0

I am working on a dataframe of 18 million rows with the following structure:

enter image description here

I need to get a count of the subsystem for each suite as per the name_heuristic (there are 4 values for that column). So I need an output with columns for each type of name_heuristic with the suite as index and values will be count of subsystems as per each column.

I have tried using pivot_table with the following code:

df_table = pd.pivot_table(df, index='suite', columns='name_heuristics', values='subsystem', aggfunc=np.sum

But even after an HOUR, it is not done computing. What is taking so long and how can I speed it up? I even tried a groupby alternative that is still running 15 minutes and counting:

df_table = df.groupby(['name_heuristics', 'suite']).agg({'subsystem': np.sum}).unstack(level='name_heuristics').fillna(0)

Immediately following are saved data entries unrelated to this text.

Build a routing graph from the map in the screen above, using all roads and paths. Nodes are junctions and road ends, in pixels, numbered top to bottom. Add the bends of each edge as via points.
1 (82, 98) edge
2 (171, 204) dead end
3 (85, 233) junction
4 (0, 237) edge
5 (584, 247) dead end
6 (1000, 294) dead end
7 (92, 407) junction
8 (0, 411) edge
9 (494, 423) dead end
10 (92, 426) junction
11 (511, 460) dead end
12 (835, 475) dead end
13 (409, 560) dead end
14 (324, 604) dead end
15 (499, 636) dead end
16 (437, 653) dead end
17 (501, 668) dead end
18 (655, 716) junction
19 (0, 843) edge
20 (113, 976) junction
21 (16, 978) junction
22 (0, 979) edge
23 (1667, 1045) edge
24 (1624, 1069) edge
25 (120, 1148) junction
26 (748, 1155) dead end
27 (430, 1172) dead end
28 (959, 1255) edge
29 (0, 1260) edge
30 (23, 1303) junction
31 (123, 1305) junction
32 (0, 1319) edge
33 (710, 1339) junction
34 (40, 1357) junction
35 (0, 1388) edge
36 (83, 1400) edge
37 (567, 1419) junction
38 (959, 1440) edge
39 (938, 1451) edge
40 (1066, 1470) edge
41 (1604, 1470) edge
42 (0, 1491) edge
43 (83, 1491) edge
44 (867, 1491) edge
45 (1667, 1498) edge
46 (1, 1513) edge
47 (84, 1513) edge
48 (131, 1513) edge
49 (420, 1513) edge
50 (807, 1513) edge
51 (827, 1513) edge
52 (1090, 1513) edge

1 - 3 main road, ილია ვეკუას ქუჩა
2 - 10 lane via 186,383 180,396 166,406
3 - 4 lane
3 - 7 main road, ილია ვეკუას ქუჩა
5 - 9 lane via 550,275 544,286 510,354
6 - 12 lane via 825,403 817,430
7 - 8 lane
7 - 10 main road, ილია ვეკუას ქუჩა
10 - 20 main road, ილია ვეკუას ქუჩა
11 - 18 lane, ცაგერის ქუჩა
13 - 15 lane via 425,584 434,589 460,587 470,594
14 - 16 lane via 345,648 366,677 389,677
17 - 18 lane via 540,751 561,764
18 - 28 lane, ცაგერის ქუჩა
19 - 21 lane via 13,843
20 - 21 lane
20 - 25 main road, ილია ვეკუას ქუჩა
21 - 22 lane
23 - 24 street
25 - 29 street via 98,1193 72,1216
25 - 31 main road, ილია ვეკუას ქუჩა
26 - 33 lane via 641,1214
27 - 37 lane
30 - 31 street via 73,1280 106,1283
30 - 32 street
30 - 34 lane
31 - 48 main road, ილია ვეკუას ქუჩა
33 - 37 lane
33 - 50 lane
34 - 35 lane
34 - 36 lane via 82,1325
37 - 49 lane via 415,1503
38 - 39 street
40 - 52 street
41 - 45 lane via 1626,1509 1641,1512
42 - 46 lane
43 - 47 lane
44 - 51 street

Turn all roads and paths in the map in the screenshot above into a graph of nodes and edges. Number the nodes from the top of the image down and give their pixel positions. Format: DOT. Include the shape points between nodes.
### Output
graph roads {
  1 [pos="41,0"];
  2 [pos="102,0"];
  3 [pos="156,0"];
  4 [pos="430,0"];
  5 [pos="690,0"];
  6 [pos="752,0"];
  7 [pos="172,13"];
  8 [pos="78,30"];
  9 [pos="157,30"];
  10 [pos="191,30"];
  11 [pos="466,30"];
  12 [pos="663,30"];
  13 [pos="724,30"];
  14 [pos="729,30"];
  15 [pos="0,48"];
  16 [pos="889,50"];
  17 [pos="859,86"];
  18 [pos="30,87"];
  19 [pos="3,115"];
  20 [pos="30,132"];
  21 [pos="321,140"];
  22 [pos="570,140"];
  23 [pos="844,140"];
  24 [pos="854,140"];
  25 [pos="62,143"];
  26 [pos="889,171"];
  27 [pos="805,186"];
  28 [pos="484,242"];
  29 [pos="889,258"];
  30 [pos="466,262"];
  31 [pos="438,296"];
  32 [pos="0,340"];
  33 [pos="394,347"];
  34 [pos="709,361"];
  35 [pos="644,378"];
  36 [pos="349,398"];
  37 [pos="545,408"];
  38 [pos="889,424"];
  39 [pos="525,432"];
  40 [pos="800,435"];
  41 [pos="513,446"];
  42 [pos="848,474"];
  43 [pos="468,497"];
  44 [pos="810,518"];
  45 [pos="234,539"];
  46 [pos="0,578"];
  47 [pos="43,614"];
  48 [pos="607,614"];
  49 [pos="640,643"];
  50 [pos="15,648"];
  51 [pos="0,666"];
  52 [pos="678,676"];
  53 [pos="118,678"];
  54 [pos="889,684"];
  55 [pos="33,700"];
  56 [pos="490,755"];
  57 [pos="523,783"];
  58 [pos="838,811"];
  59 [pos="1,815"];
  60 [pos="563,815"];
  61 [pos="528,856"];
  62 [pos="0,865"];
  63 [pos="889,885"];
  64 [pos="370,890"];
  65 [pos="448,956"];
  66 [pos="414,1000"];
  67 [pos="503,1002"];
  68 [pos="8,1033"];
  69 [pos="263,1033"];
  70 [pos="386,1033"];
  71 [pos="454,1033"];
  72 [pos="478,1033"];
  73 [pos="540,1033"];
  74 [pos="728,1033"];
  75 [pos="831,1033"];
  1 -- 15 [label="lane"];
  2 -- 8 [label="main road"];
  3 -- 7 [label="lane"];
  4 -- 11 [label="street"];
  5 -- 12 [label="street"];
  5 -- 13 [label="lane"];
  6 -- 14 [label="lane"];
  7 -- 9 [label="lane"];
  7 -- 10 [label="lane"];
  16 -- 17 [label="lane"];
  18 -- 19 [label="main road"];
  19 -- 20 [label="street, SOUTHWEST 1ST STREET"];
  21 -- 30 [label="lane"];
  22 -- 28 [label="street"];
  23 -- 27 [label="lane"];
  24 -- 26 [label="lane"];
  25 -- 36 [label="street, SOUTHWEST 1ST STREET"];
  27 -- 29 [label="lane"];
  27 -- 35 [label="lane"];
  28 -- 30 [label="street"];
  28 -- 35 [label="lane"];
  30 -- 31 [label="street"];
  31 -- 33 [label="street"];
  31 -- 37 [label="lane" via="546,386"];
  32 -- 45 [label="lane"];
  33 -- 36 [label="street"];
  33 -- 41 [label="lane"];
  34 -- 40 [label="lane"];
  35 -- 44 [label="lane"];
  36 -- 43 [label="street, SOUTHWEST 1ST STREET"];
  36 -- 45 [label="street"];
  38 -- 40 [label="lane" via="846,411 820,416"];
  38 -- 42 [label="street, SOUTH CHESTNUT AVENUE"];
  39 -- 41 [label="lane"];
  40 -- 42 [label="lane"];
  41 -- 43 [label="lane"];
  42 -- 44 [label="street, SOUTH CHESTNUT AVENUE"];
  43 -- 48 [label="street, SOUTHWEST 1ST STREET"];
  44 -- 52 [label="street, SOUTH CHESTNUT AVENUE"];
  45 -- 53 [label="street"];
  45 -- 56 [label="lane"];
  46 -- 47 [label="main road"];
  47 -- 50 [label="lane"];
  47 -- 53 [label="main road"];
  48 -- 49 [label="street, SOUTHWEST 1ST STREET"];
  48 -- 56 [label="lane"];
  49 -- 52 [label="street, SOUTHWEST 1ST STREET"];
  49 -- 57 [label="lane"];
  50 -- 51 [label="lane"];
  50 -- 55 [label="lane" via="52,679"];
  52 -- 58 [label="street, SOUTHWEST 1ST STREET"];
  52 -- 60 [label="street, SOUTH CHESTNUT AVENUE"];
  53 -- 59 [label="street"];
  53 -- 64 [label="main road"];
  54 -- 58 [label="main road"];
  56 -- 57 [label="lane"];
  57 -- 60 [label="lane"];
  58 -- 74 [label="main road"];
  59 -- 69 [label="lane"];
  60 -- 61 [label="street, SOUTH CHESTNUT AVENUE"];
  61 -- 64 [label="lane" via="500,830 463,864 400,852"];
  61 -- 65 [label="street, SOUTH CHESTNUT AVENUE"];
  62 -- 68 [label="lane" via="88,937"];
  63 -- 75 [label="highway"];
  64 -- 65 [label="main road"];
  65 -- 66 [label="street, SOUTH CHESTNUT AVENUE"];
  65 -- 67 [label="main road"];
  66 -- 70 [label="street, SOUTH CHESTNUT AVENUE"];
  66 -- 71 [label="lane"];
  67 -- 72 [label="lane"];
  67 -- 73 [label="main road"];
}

Any help is greatly appreciated! I have been stuck on this for hours.

Krithika Raghavendran
  • 457
  • 3
  • 10
  • 25
  • Could you please add [MWE](https://stackoverflow.com/help/minimal-reproducible-example) (for pandas there are good hints in the answers in [this question](https://stackoverflow.com/questions/20109391/how-to-make-good-reproducible-pandas-examples))? – sophros Sep 29 '20 at 09:13
  • your data set is to large for Pandas, you need to use a relational dbms (SQL) or something like Dask or Pyspark. – Umar.H Sep 29 '20 at 09:15
  • @Manakin, this [question](https://stackoverflow.com/questions/55404617/faster-alternatives-to-pandas-pivot-table) claims they are able to do it in mere seconds – Krithika Raghavendran Sep 29 '20 at 09:21
  • 1. all the data in that question is categorical, 2. your data is not like. 3. Pandas is memory dependent, they may have run that on a 128 GB ram machine – Umar.H Sep 29 '20 at 09:47

1 Answers1

-1

It seems pivoting more than one categorical column crashes pandas. My solution to a similar problem was converting categorical to object for the target columns, using

  1. step 1

     df['col1'] = df['col1'].astype('object')
    
     df['col2'] = df['col2'].astype('object')
    
  2. step 2

     df_pivot = pandas.pivot_table(df, columns=['col1', 'col2'], index=...
    

This was independent of dataframe size...

f stangler
  • 31
  • 5